Python Concepts/Iteration and Iterators

Objective

edit
 
  • What is iteration?
  • Why is iteration important?
  • What are examples of iterables?
  • What is the difference between an iterable and an iterator?
  • What are examples of iterators?
  • May an iterator be user-written?

Lesson

edit

Iteration is the process of moving from one member of a sequence to the next. Depending on the code that accesses the sequence, the member currently accessed may be retrieved, changed or ignored.

For iteration to be possible, the sequence or object must be "iterable."

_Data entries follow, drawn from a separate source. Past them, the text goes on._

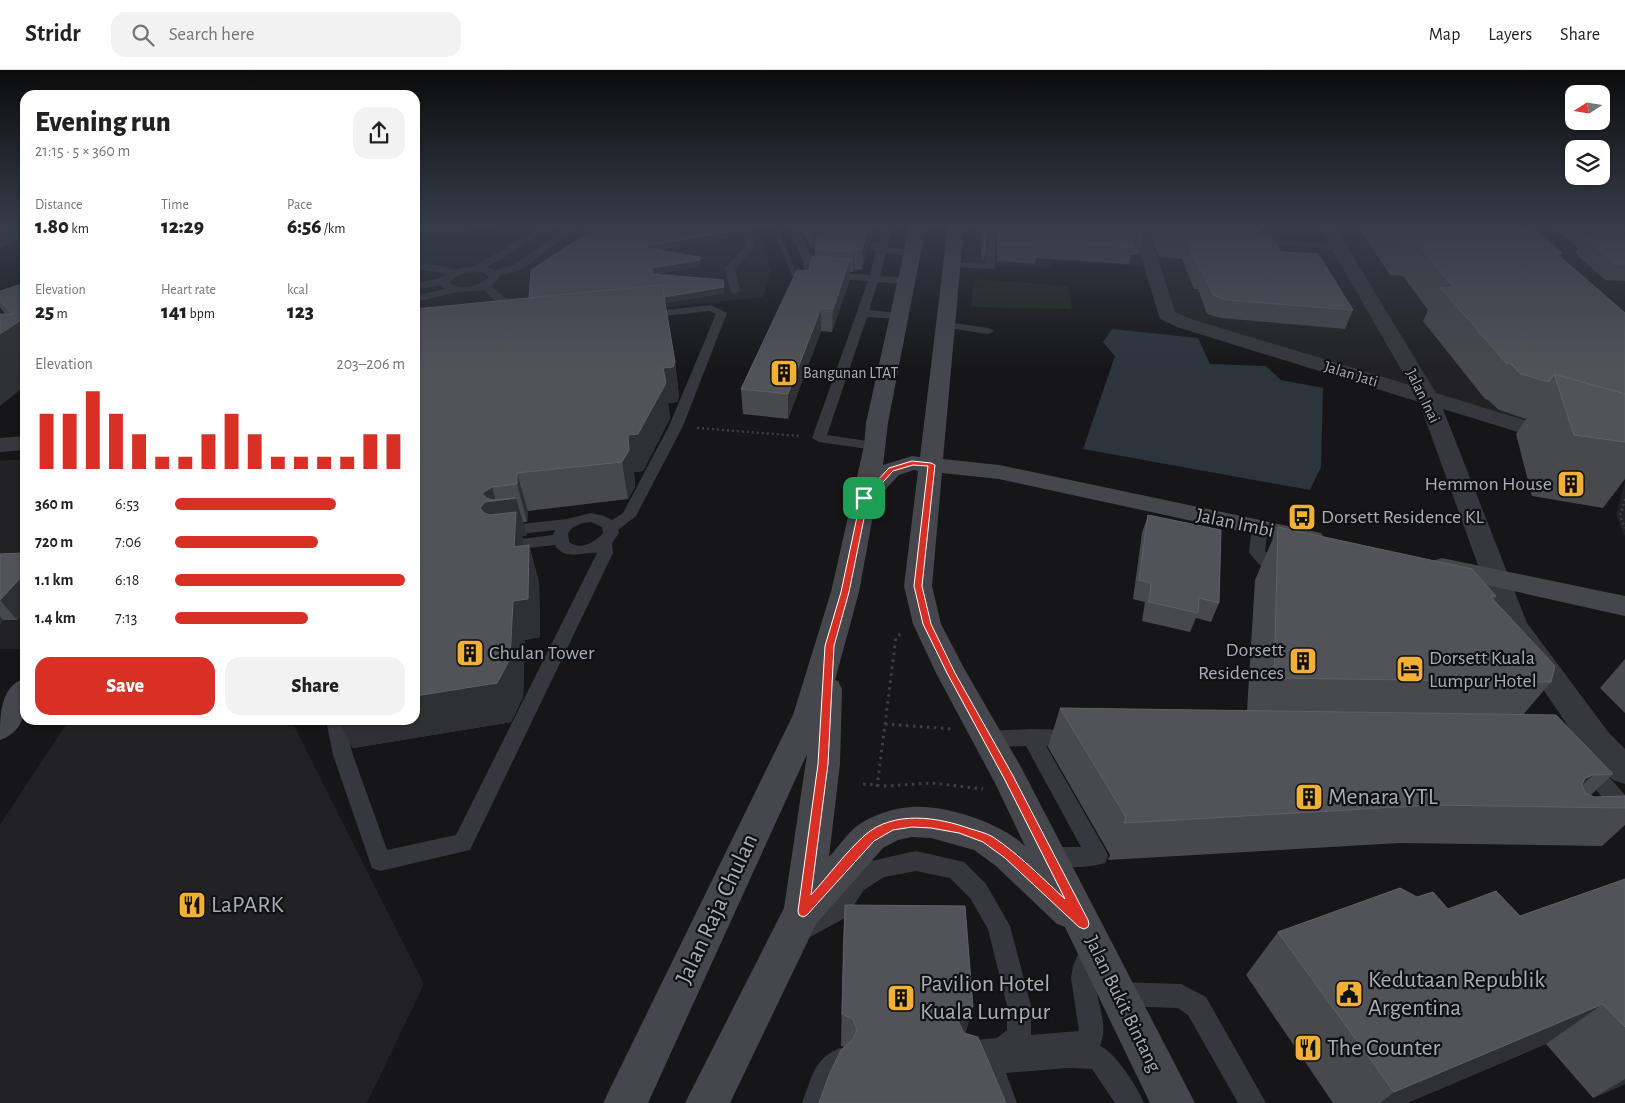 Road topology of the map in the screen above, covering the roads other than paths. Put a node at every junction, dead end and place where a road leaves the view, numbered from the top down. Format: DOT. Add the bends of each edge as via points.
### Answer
graph roads {
  1 [pos="447,273"];
  2 [pos="462,273"];
  3 [pos="496,273"];
  4 [pos="731,273"];
  5 [pos="808,273"];
  6 [pos="870,273"];
  7 [pos="909,273"];
  8 [pos="951,273"];
  9 [pos="1153,273"];
  10 [pos="1354,273"];
  11 [pos="493,274"];
  12 [pos="448,277"];
  13 [pos="869,279"];
  14 [pos="907,281"];
  15 [pos="420,285"];
  16 [pos="484,286"];
  17 [pos="455,290"];
  18 [pos="735,291"];
  19 [pos="420,298"];
  20 [pos="523,302"];
  21 [pos="863,313"];
  22 [pos="633,316"];
  23 [pos="900,316"];
  24 [pos="946,325"];
  25 [pos="988,331"];
  26 [pos="1428,398"];
  27 [pos="20,443"];
  28 [pos="0,445"];
  29 [pos="874,446"];
  30 [pos="1625,458"];
  31 [pos="931,465"];
  32 [pos="864,498"];
  33 [pos="570,523"];
  34 [pos="1260,528"];
  35 [pos="504,530"];
  36 [pos="608,535"];
  37 [pos="560,539"];
  38 [pos="1333,544"];
  39 [pos="502,546"];
  40 [pos="1420,563"];
  41 [pos="1293,575"];
  42 [pos="1497,579"];
  43 [pos="1625,606"];
  44 [pos="829,646"];
  45 [pos="20,697"];
  46 [pos="335,725"];
  47 [pos="0,727"];
  48 [pos="1031,737"];
  49 [pos="1090,738"];
  50 [pos="988,739"];
  51 [pos="1583,746"];
  52 [pos="1625,770"];
  53 [pos="1625,809"];
  54 [pos="1050,857"];
  55 [pos="797,924"];
  56 [pos="1089,934"];
  57 [pos="1117,994"];
  58 [pos="983,1055"];
  59 [pos="840,1061"];
  60 [pos="625,1103"];
  61 [pos="707,1103"];
  62 [pos="815,1103"];
  63 [pos="1004,1103"];
  64 [pos="1130,1103"];
  65 [pos="1172,1103"];
  66 [pos="1253,1103"];
  1 -- 12 [label="lane"];
  2 -- 12 [label="lane"];
  3 -- 11 [label="lane"];
  4 -- 18 [label="lane"];
  5 -- 13 [label="lane"];
  6 -- 13 [label="lane"];
  7 -- 14 [label="main road"];
  8 -- 24 [label="main road, Jalan Bukit Bintang"];
  9 -- 26 [label="street, Jalan Jati" via="1168,314 1184,323"];
  10 -- 26 [label="street, Jalan Inai"];
  11 -- 16 [label="lane" via="494,278"];
  12 -- 15 [label="lane"];
  12 -- 17 [label="lane" via="446,286"];
  13 -- 14 [label="lane"];
  13 -- 21 [label="lane"];
  14 -- 23 [label="main road"];
  16 -- 17 [label="lane"];
  16 -- 20 [label="lane" via="504,303"];
  17 -- 19 [label="lane"];
  21 -- 23 [label="lane"];
  21 -- 29 [label="lane" via="819,438"];
  22 -- 36 [label="lane" via="711,308 722,313 676,426 629,516"];
  23 -- 29 [label="main road"];
  24 -- 25 [label="lane"];
  24 -- 31 [label="main road, Jalan Bukit Bintang"];
  26 -- 30 [label="street, Jalan Jati"];
  26 -- 42 [label="street, Jalan Inai"];
  27 -- 28 [label="street"];
  29 -- 32 [label="main road"];
  31 -- 32 [label="main road, Jalan Imbi" via="912,463 891,470"];
  31 -- 34 [label="main road, Jalan Imbi" via="999,472"];
  31 -- 50 [label="main road, Jalan Bukit Bintang" via="918,586 927,624"];
  32 -- 44 [label="main road" via="845,592"];
  33 -- 35 [label="lane"];
  33 -- 36 [label="lane" via="595,518 608,523"];
  33 -- 37 [label="lane" via="560,533"];
  34 -- 38 [label="main road, Jalan Imbi"];
  34 -- 41 [label="lane" via="1257,552 1272,566"];
  36 -- 37 [label="lane" via="598,547 582,551 567,548"];
  36 -- 46 [label="lane" via="605,553 464,843 380,861"];
  37 -- 39 [label="lane"];
  40 -- 42 [label="main road"];
  42 -- 43 [label="main road"];
  42 -- 51 [label="street, Jalan Inai" via="1514,626"];
  44 -- 55 [label="main road" via="823,764"];
  44 -- 60 [label="main road, Jalan Raja Chulan" via="809,715"];
  45 -- 47 [label="main road"];
  48 -- 49 [label="lane"];
  48 -- 50 [label="lane"];
  48 -- 54 [label="lane" via="1098,856"];
  50 -- 54 [label="main road, Jalan Bukit Bintang"];
  51 -- 52 [label="street, Jalan Inai"];
  51 -- 53 [label="lane"];
  54 -- 56 [label="main road, Jalan Bukit Bintang"];
  55 -- 56 [label="main road" via="870,837 892,826 912,822 959,829 986,839 1009,854"];
  55 -- 58 [label="lane" via="837,910 856,883 879,868 916,862 956,869 978,891 998,926 1019,1006 1020,1036"];
  55 -- 61 [label="main road"];
  56 -- 57 [label="main road, Jalan Bukit Bintang"];
  56 -- 58 [label="lane" via="1084,970 1092,1032 1090,1040"];
  57 -- 65 [label="main road, Jalan Bukit Bintang"];
  57 -- 66 [label="lane" via="1181,996 1197,1006"];
  58 -- 63 [label="lane"];
  58 -- 64 [label="lane" via="1095,1056"];
  59 -- 62 [label="lane" via="830,1067"];
}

Python's error messages tell us whether or not an object is iterable:

>>> 6 in 1
Traceback (most recent call last):
  File "<stdin>", line 1, in <module>
TypeError: argument of type 'int' is not iterable
>>> 
>>> 6 in [1] ; 6 in [4,5,6,7]
False
True
>>>

list object is iterable. Value 6 does not exist in the first list above. It exists in the second.

Use built-in function next() on an iterator:

>>> next([1])
Traceback (most recent call last):
  File "<stdin>", line 1, in <module>
TypeError: 'list' object is not an iterator
>>>

A list is an iterable, but it is not an iterator.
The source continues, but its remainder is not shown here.